# Basic usage of `StandardModel`

In this tutorial we will use `COBREXA`'s `StandardModel` and functions that
specifically operate on it. As usual we will use the toy model of *E. coli*
for demonstration.

In [1]:
!isfile("e_coli_core.json") &&
    download("http://bigg.ucsd.edu/static/models/e_coli_core.json", "e_coli_core.json")

using COBREXA

## Loading a model in the StandardModel format

In [2]:
model = load_model(StandardModel, "e_coli_core.json") # we specifically want to load a StandardModel from the model file

Metabolic model of type StandardModel
sparse([9, 51, 55, 64, 65, 34, 44, 59, 66, 64  …  20, 22, 23, 25, 16, 17, 34, 44, 57, 59], [1, 1, 1, 1, 1, 2, 2, 2, 2, 3  …  93, 93, 94, 94, 95, 95, 95, 95, 95, 95], [1.0, 1.0, -1.0, -1.0, 1.0, -1.0, 1.0, -1.0, 1.0, 1.0  …  1.0, -1.0, 1.0, -1.0, -1.0, 1.0, -1.0, 1.0, 1.0, -1.0], 72, 95)
Number of reactions: 95
Number of metabolites: 72


When using `load_model(StandardModel, file_location)` the model at
`file_location` is first loaded into its inferred format and is then
converted to a `StandardModel` using the generic accessor interface.
Thus, data loss may occur. Always check your model to ensure that
nothing important has been lost.

## Internals of `StandardModel`

A benefit of `StandardModel` is that it supports a richer internal
infrastructure that can be used to manipulate internal model attributes in a
systematic way. Specifically, the genes, reactions, and metabolites with of a
model each have a type. This is particularly useful when modifying or even
constructing a model from scratch.

## `Gene`s, `Reaction`s, and `Metabolite`s

`StandardModel` is composed of ordered dictionaries of `Gene`s, `Metabolite`s
and `Reaction`s. Ordered dictionaries are used because the order of the
reactions and metabolites are important for constructing a stoichiometric
matrix since the rows and columns should correspond to the order of the metabolites
and reactions returned by calling the accessors `metabolites` and `reactions`.

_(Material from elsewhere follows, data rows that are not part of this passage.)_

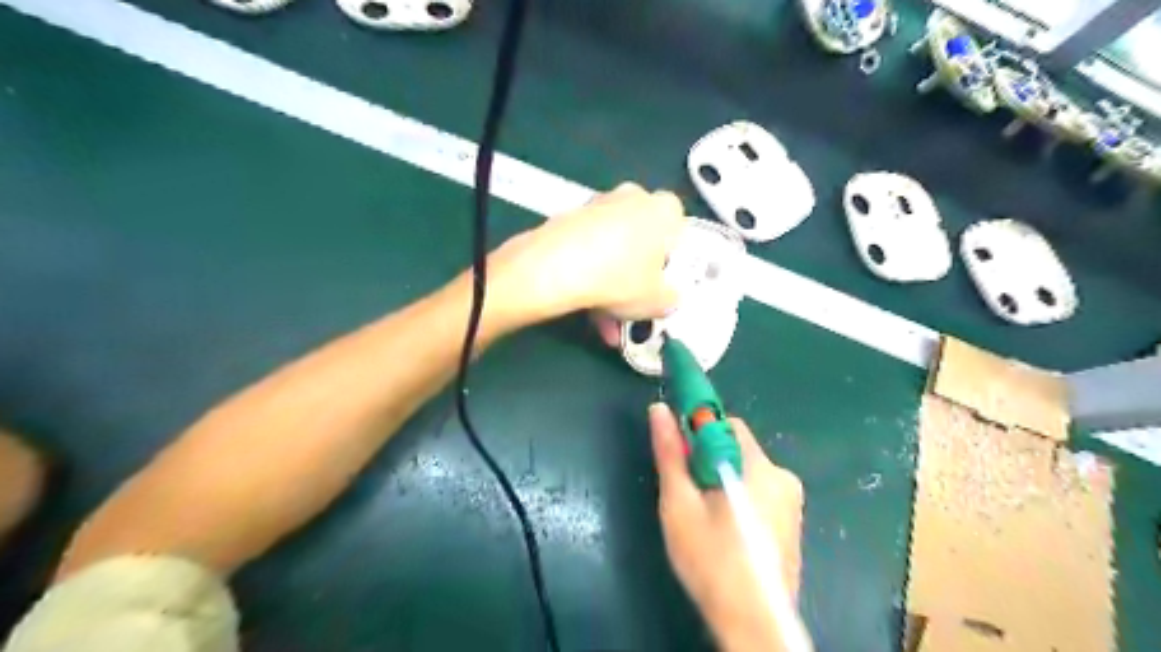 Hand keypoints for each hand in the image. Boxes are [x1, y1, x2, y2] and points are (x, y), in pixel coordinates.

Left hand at [491, 183, 687, 322]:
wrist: (556, 267)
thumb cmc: (621, 278)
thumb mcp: (659, 301)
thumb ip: (670, 299)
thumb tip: (667, 298)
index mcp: (665, 209)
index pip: (679, 231)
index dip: (672, 262)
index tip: (661, 286)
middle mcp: (633, 197)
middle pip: (641, 241)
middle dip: (636, 278)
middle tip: (633, 307)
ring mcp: (597, 205)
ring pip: (612, 250)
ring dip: (611, 285)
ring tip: (606, 324)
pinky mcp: (567, 219)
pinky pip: (588, 250)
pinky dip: (589, 276)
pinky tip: (586, 309)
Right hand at [649, 405, 809, 649]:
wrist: (753, 625)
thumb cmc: (711, 561)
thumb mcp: (680, 504)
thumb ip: (671, 454)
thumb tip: (659, 410)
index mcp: (759, 467)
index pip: (726, 424)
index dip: (697, 432)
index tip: (680, 455)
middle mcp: (783, 477)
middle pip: (736, 449)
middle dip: (708, 461)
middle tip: (688, 494)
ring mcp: (792, 502)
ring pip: (746, 472)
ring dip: (722, 481)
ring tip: (704, 518)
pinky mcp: (793, 523)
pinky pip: (759, 493)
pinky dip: (738, 499)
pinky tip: (725, 532) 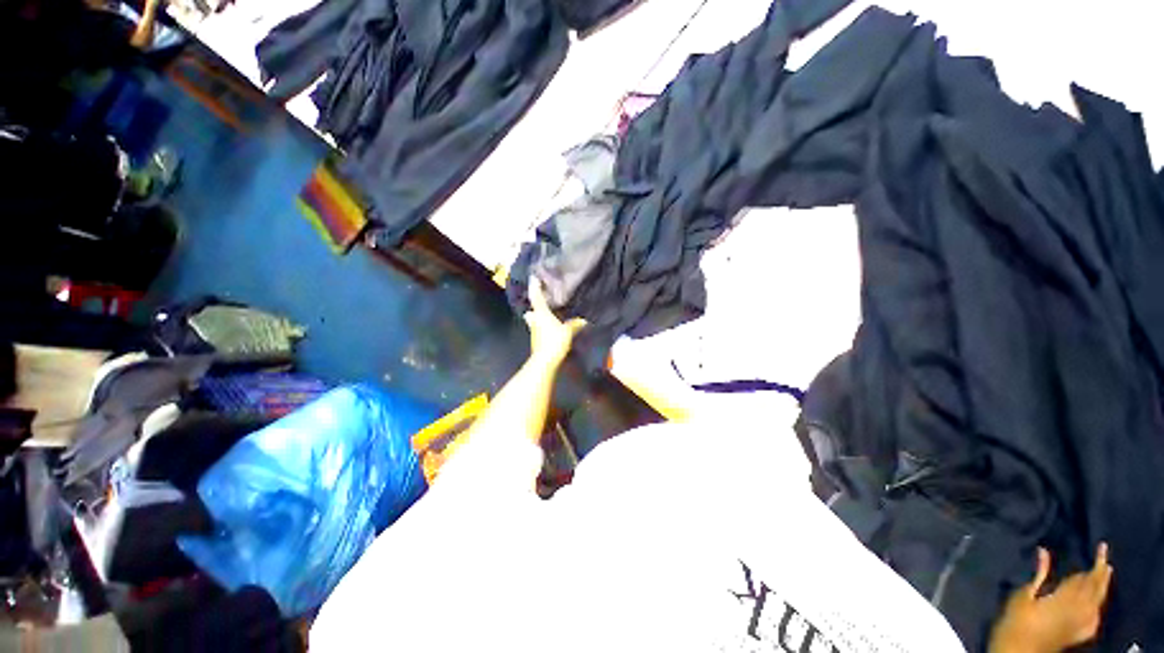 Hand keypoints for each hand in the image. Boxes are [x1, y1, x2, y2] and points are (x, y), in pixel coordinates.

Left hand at [524, 278, 585, 365]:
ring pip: (534, 320)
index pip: (537, 297)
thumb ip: (574, 324)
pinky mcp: (537, 340)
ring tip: (547, 314)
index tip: (533, 277)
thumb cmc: (554, 341)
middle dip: (534, 307)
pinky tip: (550, 327)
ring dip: (538, 317)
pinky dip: (543, 326)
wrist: (545, 360)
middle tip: (541, 302)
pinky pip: (539, 329)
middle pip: (532, 311)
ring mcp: (534, 330)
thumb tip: (583, 320)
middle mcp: (535, 320)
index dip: (535, 287)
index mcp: (541, 313)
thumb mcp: (568, 331)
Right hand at [989, 543, 1112, 652]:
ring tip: (1104, 573)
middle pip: (1096, 589)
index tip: (1101, 546)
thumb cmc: (1015, 620)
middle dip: (1101, 572)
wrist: (1018, 650)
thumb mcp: (1022, 596)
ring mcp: (1080, 623)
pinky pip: (1095, 618)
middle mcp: (1079, 610)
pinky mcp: (1079, 633)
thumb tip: (1043, 552)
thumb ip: (1037, 576)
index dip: (1095, 562)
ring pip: (1099, 602)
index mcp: (1066, 599)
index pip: (1086, 577)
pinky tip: (1097, 604)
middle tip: (1104, 555)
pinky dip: (1098, 606)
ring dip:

Each `StandardModel` is composed of the following fields:

In [3]:
fieldnames(StandardModel) # fields of a StandardModel

(:id, :reactions, :metabolites, :genes)

The `:genes` field of a `StandardModel` contains an ordered dictionary of gene ids mapped to `Gene`s.

In [4]:
model.genes # the keys of this dictionary are the same as genes(model)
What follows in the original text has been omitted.